* Work to complete *
Copy out each line of the data below in which "Lewis" appears.

* Saved entries *

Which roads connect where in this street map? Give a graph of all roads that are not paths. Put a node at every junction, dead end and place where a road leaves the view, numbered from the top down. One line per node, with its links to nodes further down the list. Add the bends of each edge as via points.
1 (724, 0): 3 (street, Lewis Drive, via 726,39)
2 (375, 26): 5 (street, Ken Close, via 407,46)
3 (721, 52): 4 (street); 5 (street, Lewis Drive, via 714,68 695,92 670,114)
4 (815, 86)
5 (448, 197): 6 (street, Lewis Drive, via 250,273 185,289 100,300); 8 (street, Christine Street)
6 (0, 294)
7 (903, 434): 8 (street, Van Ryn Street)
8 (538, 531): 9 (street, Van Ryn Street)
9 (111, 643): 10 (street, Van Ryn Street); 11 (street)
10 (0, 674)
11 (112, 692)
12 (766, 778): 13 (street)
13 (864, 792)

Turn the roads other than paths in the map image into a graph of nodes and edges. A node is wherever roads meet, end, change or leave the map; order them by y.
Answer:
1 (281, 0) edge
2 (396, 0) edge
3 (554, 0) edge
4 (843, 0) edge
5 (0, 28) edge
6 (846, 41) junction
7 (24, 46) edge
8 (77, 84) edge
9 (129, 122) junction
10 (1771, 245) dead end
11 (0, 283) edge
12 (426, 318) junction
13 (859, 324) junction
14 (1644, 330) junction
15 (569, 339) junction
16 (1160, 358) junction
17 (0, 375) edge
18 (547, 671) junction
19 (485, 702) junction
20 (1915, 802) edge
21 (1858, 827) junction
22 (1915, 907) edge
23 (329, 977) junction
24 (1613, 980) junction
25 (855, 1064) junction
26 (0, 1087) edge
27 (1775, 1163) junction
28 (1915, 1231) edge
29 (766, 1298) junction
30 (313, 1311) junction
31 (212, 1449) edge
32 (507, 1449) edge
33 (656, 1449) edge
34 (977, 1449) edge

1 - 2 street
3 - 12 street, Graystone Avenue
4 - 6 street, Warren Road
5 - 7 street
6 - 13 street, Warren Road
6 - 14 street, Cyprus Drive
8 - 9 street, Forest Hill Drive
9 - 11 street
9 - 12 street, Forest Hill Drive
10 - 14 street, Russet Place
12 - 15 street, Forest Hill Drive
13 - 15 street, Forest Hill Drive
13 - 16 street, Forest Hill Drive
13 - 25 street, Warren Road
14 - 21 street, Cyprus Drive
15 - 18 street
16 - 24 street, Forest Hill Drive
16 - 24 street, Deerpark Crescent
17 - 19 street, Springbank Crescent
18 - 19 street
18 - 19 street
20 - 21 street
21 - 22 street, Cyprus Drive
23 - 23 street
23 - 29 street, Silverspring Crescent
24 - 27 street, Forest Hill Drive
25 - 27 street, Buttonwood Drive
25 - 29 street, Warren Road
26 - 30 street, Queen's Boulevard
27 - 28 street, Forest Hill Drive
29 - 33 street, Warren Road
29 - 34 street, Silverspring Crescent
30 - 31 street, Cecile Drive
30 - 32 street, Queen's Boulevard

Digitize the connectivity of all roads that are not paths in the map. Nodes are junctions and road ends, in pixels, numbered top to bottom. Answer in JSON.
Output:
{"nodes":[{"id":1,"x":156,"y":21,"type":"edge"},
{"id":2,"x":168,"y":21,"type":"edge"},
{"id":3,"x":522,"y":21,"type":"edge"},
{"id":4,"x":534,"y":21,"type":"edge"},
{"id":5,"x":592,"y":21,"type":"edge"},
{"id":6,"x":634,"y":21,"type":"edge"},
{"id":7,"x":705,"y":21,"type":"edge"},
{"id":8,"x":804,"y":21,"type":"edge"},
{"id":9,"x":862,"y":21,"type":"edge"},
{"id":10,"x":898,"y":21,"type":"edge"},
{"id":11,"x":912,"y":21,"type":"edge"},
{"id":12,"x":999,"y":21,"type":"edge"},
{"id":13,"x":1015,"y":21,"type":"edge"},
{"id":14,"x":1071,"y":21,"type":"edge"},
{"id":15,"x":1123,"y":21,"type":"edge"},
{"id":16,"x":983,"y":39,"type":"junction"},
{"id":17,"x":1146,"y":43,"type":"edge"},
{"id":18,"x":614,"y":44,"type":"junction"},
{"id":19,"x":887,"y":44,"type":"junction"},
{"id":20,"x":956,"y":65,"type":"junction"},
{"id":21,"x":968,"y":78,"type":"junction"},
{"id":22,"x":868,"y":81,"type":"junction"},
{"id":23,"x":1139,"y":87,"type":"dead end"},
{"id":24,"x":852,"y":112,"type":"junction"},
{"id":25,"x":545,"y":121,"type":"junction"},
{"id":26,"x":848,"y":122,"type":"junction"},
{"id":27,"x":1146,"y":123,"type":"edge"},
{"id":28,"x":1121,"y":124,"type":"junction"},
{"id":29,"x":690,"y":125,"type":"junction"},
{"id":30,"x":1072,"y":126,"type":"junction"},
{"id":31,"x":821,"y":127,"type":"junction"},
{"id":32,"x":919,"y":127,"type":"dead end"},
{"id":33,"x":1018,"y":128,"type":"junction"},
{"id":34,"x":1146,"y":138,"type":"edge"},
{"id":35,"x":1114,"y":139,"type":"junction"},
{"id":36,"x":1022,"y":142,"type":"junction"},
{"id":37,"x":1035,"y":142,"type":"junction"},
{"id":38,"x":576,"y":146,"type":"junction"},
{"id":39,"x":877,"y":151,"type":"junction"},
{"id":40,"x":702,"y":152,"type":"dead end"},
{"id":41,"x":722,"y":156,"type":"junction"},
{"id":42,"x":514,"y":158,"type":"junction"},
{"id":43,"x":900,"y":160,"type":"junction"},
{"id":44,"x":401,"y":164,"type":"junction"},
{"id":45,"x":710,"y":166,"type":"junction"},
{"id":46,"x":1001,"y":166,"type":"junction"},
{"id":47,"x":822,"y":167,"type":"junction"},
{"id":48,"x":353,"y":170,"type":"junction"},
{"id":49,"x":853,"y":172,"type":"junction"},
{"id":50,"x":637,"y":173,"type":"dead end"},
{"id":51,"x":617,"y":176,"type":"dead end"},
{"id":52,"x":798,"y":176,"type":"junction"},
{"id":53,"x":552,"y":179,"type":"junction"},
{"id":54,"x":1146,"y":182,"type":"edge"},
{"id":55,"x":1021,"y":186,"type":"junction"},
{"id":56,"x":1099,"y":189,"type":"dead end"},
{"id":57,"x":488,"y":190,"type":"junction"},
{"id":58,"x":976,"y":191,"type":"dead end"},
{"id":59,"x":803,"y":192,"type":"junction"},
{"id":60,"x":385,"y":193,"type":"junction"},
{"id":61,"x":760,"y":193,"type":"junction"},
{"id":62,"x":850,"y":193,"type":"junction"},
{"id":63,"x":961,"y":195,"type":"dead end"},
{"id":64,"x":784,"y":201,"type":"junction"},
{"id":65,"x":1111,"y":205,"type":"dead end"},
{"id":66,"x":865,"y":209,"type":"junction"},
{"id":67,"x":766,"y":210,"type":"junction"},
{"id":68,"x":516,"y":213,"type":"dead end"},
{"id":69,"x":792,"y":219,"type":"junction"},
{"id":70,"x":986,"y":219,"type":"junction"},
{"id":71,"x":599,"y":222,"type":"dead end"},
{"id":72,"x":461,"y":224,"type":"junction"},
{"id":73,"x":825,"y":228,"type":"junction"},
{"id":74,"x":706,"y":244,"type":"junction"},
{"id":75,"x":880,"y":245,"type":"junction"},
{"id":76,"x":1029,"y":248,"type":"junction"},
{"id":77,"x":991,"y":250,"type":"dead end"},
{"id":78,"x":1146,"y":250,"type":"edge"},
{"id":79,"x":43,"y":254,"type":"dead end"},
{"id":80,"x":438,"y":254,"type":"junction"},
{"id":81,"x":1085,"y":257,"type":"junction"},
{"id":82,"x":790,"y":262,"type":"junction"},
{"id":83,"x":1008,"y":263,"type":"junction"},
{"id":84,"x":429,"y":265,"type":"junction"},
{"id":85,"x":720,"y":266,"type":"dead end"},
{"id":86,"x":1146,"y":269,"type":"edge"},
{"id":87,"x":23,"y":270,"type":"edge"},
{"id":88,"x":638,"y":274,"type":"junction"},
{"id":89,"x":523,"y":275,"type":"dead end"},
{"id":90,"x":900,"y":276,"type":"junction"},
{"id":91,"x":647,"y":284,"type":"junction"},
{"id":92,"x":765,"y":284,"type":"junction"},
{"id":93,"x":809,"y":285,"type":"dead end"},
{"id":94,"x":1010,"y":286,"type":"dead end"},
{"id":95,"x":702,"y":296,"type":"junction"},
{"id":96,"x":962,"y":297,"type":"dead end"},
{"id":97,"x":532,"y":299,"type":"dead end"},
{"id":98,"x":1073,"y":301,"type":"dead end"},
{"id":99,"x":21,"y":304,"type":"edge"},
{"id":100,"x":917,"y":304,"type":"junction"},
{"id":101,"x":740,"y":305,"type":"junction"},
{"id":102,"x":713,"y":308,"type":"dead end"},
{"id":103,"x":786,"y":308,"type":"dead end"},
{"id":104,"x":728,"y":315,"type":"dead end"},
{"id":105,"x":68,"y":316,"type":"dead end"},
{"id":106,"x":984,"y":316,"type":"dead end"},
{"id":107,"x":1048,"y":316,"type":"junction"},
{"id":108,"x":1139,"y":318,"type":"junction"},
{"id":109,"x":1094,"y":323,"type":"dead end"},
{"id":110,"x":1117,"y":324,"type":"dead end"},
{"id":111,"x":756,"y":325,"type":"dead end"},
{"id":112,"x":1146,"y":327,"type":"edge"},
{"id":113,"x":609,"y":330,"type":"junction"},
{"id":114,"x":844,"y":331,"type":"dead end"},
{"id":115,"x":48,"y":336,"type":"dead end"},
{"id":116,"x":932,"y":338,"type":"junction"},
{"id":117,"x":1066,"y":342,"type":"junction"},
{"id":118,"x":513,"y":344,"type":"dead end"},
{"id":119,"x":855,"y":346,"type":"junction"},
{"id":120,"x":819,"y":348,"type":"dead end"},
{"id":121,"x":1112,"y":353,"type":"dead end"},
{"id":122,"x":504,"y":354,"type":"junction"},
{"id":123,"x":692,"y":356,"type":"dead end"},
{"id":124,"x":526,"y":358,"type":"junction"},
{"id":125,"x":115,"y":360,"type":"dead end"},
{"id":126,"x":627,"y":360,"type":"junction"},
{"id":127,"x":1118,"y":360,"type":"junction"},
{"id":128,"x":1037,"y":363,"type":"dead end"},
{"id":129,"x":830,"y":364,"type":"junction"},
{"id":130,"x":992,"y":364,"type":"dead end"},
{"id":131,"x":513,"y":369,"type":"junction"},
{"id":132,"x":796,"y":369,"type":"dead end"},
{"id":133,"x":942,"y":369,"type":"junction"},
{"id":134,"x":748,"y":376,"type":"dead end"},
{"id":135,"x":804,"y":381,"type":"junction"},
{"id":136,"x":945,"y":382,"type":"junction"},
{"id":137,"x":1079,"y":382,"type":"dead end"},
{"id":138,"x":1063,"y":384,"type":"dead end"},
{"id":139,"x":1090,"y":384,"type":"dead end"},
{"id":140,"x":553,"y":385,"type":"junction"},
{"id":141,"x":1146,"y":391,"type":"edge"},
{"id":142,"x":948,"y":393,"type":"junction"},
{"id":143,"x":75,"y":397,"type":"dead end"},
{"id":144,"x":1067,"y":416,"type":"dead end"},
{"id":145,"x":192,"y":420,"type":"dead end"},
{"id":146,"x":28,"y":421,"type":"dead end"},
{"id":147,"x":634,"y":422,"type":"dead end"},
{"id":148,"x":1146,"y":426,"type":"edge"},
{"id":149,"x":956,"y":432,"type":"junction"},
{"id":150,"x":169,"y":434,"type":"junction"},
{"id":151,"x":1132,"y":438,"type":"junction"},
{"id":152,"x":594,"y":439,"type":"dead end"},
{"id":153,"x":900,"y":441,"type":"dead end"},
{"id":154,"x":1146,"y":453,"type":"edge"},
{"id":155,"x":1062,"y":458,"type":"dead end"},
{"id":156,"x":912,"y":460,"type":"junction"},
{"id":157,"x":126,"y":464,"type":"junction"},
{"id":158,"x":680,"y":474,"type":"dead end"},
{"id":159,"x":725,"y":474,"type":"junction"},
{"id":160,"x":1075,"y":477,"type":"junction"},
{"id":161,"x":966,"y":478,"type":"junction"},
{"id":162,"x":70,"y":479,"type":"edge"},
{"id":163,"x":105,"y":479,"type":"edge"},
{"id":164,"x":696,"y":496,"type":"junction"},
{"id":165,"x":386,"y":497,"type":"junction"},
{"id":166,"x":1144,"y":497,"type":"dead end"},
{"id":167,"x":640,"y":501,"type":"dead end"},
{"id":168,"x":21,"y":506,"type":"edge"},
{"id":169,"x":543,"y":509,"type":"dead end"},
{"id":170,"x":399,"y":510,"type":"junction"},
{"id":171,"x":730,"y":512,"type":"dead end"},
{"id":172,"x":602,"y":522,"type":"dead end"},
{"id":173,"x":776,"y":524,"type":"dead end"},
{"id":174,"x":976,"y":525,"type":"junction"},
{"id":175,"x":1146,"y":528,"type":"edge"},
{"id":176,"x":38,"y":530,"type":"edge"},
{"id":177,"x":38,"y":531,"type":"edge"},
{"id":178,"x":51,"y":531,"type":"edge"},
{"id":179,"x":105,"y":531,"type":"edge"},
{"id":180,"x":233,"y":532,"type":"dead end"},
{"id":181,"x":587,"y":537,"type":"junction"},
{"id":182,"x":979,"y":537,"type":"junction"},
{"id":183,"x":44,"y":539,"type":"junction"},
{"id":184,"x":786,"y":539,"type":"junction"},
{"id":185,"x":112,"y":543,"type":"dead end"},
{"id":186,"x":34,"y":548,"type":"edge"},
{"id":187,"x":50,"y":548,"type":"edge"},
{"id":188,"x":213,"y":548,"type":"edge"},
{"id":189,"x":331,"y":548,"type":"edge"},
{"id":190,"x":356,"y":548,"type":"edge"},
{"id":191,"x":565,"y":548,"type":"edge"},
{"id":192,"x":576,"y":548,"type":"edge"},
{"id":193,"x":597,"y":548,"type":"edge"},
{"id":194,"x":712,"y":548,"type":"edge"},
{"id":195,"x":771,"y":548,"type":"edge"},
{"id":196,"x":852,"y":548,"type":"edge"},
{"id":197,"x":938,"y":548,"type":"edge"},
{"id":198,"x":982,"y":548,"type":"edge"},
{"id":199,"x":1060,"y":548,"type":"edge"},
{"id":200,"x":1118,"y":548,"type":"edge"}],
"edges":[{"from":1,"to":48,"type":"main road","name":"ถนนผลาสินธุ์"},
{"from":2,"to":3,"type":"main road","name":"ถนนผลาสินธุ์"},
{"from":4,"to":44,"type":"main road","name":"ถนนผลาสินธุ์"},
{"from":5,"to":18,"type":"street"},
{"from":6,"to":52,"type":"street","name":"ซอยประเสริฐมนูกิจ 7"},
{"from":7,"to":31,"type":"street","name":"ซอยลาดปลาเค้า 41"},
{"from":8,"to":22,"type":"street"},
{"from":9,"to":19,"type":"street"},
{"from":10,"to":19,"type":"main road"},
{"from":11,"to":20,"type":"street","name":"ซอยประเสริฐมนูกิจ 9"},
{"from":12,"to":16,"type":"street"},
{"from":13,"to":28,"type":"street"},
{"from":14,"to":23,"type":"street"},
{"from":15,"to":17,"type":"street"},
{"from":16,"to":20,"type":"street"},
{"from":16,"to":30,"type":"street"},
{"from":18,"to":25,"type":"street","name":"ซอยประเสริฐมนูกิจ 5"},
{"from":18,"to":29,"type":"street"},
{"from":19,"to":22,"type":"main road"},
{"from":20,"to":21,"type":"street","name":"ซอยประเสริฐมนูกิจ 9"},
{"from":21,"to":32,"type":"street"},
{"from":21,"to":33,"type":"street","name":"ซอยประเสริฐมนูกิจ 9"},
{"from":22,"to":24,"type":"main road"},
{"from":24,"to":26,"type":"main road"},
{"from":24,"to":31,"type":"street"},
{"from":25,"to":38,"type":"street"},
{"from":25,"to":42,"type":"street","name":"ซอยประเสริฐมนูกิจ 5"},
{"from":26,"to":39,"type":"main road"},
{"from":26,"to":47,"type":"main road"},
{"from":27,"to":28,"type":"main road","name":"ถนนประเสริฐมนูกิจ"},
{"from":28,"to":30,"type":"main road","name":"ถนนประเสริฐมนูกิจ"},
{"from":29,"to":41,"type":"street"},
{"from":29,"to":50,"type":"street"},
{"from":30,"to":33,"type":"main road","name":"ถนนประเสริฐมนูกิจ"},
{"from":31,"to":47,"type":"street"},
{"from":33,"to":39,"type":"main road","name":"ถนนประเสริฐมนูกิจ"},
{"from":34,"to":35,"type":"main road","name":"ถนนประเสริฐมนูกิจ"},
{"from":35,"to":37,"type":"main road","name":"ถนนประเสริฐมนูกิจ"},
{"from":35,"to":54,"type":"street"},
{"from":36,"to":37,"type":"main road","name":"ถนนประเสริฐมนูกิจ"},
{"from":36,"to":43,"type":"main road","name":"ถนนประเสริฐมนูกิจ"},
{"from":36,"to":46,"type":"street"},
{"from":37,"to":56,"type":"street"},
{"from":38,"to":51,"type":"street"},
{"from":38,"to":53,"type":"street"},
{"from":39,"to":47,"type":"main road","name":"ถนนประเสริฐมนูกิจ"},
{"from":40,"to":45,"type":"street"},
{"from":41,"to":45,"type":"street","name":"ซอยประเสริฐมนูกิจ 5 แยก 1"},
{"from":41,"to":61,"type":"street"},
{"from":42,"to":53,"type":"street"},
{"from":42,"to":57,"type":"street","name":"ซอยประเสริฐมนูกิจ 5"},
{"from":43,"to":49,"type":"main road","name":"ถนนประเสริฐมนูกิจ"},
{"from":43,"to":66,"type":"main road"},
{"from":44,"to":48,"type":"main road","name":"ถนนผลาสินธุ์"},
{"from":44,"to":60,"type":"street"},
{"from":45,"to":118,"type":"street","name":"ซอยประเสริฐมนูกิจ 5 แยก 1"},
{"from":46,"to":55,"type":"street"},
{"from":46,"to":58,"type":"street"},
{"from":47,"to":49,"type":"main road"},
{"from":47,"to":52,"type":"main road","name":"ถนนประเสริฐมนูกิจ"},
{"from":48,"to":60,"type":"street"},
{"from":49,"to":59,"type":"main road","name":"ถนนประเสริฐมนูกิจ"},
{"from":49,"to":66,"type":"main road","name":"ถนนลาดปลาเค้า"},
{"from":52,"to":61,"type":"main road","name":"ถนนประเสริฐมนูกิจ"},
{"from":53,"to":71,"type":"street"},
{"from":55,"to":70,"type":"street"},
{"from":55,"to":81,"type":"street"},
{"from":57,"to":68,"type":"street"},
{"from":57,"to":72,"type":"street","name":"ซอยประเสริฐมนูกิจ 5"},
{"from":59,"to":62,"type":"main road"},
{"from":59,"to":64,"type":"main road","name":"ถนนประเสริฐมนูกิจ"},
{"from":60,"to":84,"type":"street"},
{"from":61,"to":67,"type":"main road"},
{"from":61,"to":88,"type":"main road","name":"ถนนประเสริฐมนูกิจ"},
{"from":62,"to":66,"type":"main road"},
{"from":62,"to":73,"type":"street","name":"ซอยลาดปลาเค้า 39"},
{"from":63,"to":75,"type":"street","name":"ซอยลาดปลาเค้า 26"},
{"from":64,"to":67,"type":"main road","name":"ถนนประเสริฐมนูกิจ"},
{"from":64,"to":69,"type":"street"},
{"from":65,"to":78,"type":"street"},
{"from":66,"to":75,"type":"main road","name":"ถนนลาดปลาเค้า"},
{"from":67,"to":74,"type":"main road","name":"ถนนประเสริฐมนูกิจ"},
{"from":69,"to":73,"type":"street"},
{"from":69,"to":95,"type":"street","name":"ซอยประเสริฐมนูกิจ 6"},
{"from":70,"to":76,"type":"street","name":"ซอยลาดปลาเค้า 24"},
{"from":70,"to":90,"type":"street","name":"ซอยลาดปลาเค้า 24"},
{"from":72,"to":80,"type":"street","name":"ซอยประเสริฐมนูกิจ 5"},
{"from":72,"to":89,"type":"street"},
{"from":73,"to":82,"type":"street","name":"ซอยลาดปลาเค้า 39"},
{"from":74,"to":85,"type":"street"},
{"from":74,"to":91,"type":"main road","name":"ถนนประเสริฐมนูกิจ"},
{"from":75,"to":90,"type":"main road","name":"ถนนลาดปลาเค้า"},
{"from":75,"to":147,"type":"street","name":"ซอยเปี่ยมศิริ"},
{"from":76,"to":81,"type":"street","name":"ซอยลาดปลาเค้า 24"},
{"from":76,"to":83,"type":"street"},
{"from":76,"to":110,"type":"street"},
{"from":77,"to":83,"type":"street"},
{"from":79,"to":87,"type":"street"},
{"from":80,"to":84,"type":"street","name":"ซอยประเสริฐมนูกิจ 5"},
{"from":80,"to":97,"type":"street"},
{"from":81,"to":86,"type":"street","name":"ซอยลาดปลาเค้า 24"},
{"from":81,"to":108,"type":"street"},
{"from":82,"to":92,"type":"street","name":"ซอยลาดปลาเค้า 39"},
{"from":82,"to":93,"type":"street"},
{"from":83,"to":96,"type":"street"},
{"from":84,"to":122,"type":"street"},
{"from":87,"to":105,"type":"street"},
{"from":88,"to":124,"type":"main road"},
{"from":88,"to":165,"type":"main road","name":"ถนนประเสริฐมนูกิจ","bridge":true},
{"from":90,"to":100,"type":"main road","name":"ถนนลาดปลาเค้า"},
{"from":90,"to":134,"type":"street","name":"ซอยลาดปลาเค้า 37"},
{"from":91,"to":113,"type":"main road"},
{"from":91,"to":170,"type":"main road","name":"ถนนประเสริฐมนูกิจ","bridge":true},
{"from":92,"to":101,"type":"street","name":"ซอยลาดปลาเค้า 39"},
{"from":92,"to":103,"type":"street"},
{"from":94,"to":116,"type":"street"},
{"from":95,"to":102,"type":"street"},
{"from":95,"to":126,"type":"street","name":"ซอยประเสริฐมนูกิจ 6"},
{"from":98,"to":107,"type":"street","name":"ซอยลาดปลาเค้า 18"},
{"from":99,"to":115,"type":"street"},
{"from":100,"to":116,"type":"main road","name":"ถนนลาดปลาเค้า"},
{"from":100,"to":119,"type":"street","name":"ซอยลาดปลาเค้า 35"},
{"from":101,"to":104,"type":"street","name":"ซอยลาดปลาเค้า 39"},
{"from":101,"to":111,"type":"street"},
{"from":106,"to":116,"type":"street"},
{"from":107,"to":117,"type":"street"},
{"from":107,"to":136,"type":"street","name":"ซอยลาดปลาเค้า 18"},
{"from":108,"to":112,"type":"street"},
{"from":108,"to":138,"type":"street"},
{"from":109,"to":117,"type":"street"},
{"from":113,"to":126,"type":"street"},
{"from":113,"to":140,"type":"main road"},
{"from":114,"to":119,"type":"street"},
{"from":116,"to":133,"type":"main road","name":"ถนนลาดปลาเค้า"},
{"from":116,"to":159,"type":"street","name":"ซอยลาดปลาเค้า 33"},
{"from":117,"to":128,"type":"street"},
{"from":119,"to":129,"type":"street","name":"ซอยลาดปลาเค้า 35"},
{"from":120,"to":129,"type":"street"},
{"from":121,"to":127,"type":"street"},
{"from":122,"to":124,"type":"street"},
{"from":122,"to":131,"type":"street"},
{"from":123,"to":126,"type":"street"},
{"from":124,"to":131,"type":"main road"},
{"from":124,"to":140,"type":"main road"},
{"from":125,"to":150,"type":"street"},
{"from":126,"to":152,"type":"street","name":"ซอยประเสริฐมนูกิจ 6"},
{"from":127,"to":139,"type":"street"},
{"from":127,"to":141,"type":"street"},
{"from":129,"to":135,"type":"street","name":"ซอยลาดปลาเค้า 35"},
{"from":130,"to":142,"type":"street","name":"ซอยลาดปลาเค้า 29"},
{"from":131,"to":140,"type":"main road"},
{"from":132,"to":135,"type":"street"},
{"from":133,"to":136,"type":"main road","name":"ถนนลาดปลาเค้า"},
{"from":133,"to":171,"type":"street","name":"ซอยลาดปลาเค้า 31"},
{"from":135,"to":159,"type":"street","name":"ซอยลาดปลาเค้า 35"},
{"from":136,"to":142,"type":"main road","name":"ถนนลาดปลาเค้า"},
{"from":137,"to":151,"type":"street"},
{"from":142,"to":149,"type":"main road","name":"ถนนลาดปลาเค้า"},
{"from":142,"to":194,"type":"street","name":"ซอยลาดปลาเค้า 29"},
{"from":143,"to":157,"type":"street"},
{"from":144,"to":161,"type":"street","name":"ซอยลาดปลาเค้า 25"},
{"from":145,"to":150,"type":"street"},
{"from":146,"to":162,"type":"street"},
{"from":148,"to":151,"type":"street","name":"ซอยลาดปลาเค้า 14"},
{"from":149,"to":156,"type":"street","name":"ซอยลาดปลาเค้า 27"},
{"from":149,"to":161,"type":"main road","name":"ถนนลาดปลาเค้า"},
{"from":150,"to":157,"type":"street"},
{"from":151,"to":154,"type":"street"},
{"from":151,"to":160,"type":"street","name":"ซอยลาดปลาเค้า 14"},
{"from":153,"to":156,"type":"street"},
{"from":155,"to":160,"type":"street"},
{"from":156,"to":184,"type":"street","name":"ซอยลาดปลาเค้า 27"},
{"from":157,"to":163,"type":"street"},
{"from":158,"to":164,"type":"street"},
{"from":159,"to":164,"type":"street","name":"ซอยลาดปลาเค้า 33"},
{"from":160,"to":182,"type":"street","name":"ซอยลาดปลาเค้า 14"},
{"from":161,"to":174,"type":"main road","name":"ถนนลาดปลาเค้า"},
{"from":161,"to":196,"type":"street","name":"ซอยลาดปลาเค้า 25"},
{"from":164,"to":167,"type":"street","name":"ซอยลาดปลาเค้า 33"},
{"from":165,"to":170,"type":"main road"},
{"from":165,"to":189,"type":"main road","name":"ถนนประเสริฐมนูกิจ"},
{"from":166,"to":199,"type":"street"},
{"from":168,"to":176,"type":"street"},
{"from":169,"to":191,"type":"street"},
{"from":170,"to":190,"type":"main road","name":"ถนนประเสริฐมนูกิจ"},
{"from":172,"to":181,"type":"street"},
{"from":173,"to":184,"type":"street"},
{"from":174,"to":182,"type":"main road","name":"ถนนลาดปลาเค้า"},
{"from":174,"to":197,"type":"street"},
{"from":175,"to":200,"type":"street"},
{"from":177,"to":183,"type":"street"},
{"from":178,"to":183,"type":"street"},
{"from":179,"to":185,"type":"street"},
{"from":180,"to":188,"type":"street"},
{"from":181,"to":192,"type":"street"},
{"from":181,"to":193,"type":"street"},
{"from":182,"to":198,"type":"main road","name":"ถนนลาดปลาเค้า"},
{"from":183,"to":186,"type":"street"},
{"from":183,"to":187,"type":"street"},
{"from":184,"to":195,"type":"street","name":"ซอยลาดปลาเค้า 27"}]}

* Answer to the problem *
1 (724, 0): 3 (street, Lewis Drive, via 726,39)
3 (721, 52): 4 (street); 5 (street, Lewis Drive, via 714,68 695,92 670,114)
5 (448, 197): 6 (street, Lewis Drive, via 250,273 185,289 100,300); 8 (street, Christine Street)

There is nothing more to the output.